Apesar de sabermos que mundialmente os executivos reconhecem que o principal impedimento para se tornarem empresas data-driven é a cultura (92% dos executivos do estudo NewVantage Partners – Data and AI Leadership Executive Survey 2022 identificam resistência à mudança, necessidades de formação, iliteracia de dados, entre outros como as principais barreiras para o desenvolvimento analítico organizacional), e de sabermos também que por exemplo pelo “The state of AI in 2021, que um terço das empresas de elevada performance criaram centros de formação dedicados a pessoal técnico não-técnico para desenvolver competências e capacidades de dados e IA), e que metade das empresas participantes no “IBM Global AI Adoption Index 2022” tentam contornar a falta de profissionais na área com a formação e treino dos seus colaboradores, o que é facto é que ainda estamos numa fase em que as empresas pouco olham para a necessidade de formação transversal dos seus recursos humanos e da literacia de dados.
Os rankings valem o que valem. E há-os para todos os gostos. Normalmente gostamos de os mostrar (e é agradável) quando estamos bem posicionados. Sem discutir a representatividade e a validade dos rankings, gosto de os entender como sinais num contexto. E neste aspeto, um sinal é o Global Skills Report de 2022 da Coursera. Para este ranking fazem parte os mais de 100 milhões de estudantes da Coursera em 102 países. E este ranking diz que Portugal está na posição 66 do ranking (em 102 países), no percentil 38 em ciência de dados, e no percentil 37 nas competências tecnológicas. Em comparação, temos a Espanha aqui ao lado no percentil 85 em ciência de dados. Vale o que vale, mas fica como o sinal. Eu cá preferia estar mais próximo do topo do ranking…

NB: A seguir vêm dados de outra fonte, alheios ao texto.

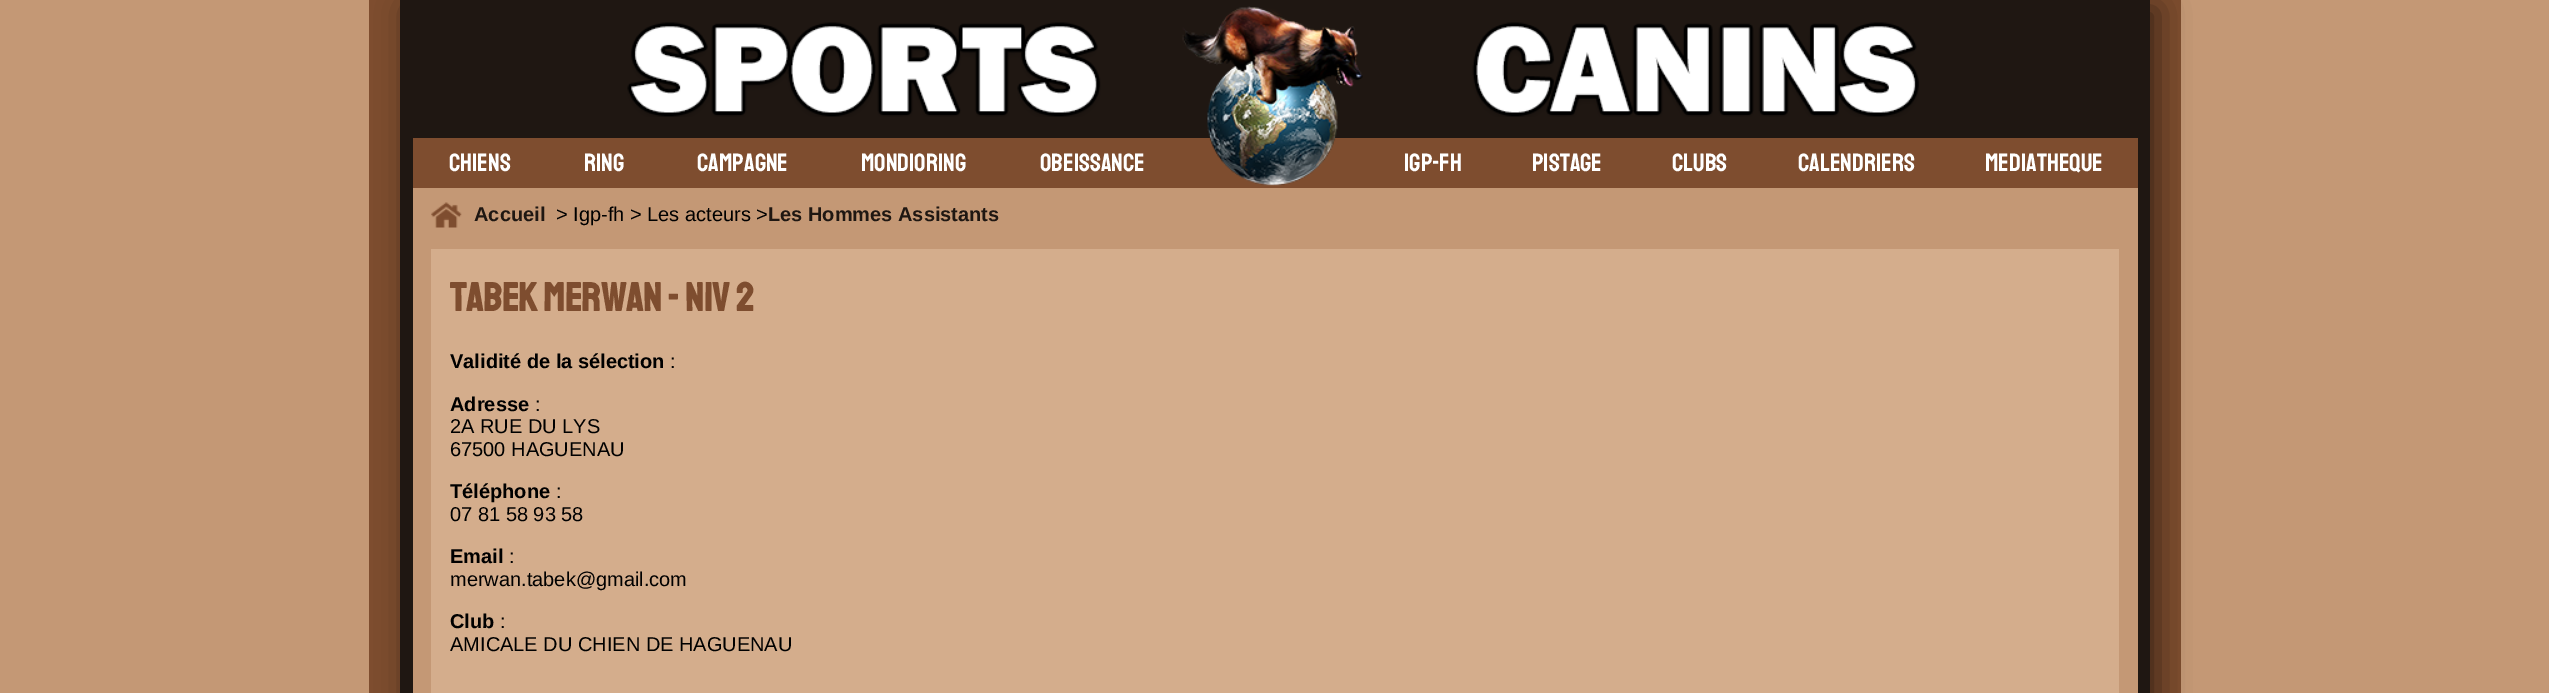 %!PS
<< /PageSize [2549 693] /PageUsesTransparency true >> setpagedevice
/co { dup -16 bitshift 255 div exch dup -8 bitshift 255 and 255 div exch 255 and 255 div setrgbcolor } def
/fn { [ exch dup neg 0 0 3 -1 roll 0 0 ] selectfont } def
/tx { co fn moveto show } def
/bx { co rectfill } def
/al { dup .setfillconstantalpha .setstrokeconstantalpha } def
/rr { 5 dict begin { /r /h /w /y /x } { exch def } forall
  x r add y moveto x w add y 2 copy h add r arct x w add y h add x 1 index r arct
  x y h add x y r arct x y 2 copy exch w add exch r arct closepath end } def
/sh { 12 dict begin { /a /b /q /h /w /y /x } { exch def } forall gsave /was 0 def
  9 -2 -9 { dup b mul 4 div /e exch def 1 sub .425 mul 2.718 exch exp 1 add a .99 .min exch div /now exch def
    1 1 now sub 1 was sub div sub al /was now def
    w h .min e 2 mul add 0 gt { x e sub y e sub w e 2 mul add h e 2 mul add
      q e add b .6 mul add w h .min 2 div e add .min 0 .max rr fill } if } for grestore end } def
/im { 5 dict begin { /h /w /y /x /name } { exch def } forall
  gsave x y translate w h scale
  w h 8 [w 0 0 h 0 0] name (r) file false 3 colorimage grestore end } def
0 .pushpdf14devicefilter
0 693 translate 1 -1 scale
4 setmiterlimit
0 0 2549 693 16#C49875 bx
369 0 1812 693 16#7E4D2F bx
16#000000 co
408 8 1750 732 0 15.5 .5 sh
400 0 1750 693 16#1F1712 bx
(media/1.raw) 627 22 1292 95 im
413 138 1725 50 16#7E4D2F bx
(media/2.raw) 1182 6 181 180 im
413 188 1725 505 16#C49875 bx
(media/3.raw) 431 202 31 26 im
431 249 1688 444 16#D4AD8C bx
(CHIENS) 449 171 /Staatliches-Regular 25 16#FFFFFF tx
(RING) 584 171 /Staatliches-Regular 25 16#FFFFFF tx
(CAMPAGNE) 697 171 /Staatliches-Regular 25 16#FFFFFF tx
(MONDIORING) 861 171 /Staatliches-Regular 25 16#FFFFFF tx
(OBEISSANCE) 1040 171 /Staatliches-Regular 25 16#FFFFFF tx
(IGP-FH) 1404 171 /Staatliches-Regular 25 16#FFFFFF tx
(PISTAGE) 1532 171 /Staatliches-Regular 25 16#FFFFFF tx
(CLUBS) 1672 171 /Staatliches-Regular 25 16#FFFFFF tx
(CALENDRIERS) 1798 171 /Staatliches-Regular 25 16#FFFFFF tx
(MEDIATHEQUE) 1985 171 /Staatliches-Regular 25 16#FFFFFF tx
(Accueil) 474 221 /LiberationSans-Bold 20 16#1F1712 tx
(> Igp-fh > Les acteurs >) 556 221 /LiberationSans-Regular 20 16#000000 tx
(Les Hommes Assistants) 768 221 /LiberationSans-Bold 20 16#1F1712 tx
(TABEK MERWAN - Niv 2) 450 311 /Staatliches-Bold 40 16#7E4D2F tx
(Validité de la sélection) 450 368 /LiberationSans-Bold 20 16#000000 tx
(:) 670 368 /LiberationSans-Regular 20 16#000000 tx
(Adresse) 450 411 /LiberationSans-Bold 20 16#000000 tx
(:) 535 411 /LiberationSans-Regular 20 16#000000 tx
(2A RUE DU LYS) 450 433 /LiberationSans-Regular 20 16#000000 tx
(67500 HAGUENAU) 450 456 /LiberationSans-Regular 20 16#000000 tx
(Téléphone) 450 498 /LiberationSans-Bold 20 16#000000 tx
(:) 556 498 /LiberationSans-Regular 20 16#000000 tx
(07 81 58 93 58) 450 521 /LiberationSans-Regular 20 16#000000 tx
(Email) 450 563 /LiberationSans-Bold 20 16#000000 tx
(:) 509 563 /LiberationSans-Regular 20 16#000000 tx
(merwan.tabek@gmail.com) 450 586 /LiberationSans-Regular 20 16#000000 tx
(Club) 450 628 /LiberationSans-Bold 20 16#000000 tx
(:) 500 628 /LiberationSans-Regular 20 16#000000 tx
(AMICALE DU CHIEN DE HAGUENAU) 450 651 /LiberationSans-Regular 20 16#000000 tx
.poppdf14devicefilter showpage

É aqui que as empresas, públicas e privadas, não podem perder a oportunidade de integrar competências, capacidades e literacia também nesta área de dados. E de forma transversal. Perder a capacitação dos seus recursos hoje, tornar-nos-á menos competitivos no futuro.
As escolas portuguesas estão a fazer esse caminho e um bom trabalho de uma forma geral. O número de formações e programas na área de ciência de dados aumentou significativamente nos últimos 5 anos. E são ofertas globalmente de qualidade comparável ao que de melhor se faz mundialmente. Está na hora das empresas deixarem de tentar iniciativas e casos de uso isolados sem conseguirem monetizar os dados e provar valor.
Apesar do título deste texto, brincar com dados nunca fez mal a ninguém. Pelo contrário! No entanto, para as empresas se desenvolverem analiticamente e tirarem partido dos dados, o primeiro passo deve ser um foco muito forte nas pessoas e nos recursos humanos. Na formação e no desenvolvimento de uma cultura de dados. Lá está! O impacto da IA nas empresas e na sociedade vai depender do que dela fizermos. E, por enquanto, quem a desenvolve são as pessoas!